*** Records Section Begins ***

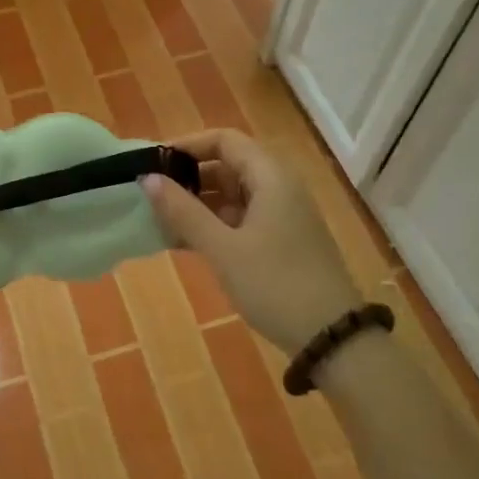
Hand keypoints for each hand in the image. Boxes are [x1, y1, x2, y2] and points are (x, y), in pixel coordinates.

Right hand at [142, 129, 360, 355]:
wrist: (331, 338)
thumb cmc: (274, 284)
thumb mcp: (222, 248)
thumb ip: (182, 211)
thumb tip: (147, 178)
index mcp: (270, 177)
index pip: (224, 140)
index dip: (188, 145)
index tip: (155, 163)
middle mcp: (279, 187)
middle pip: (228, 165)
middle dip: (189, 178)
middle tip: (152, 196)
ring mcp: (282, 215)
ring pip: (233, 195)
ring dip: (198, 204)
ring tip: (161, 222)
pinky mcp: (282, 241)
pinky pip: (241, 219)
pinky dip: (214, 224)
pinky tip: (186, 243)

*** Records Section Ends ***
*** Records Section Begins ***

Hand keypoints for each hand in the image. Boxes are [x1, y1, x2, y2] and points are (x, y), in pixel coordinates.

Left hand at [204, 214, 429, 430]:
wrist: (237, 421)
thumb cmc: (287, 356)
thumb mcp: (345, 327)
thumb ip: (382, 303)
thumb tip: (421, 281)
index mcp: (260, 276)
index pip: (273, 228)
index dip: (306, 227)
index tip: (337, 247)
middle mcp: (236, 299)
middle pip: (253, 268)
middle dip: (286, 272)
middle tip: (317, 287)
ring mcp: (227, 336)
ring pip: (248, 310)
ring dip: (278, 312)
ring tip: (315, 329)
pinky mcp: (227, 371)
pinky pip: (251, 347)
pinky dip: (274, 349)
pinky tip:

*** Records Section Ends ***

*Exercise:* Reproduce each line in the listing above that mentions the string "middle".

*Answer to the problem:*
middle mcp: (279, 187)
middle pip: (228, 165)
middle dip: (189, 178)
middle tip: (152, 196)
middle mcp: (236, 299)
middle pip: (253, 268)
middle dip: (286, 272)
middle tip: (317, 287)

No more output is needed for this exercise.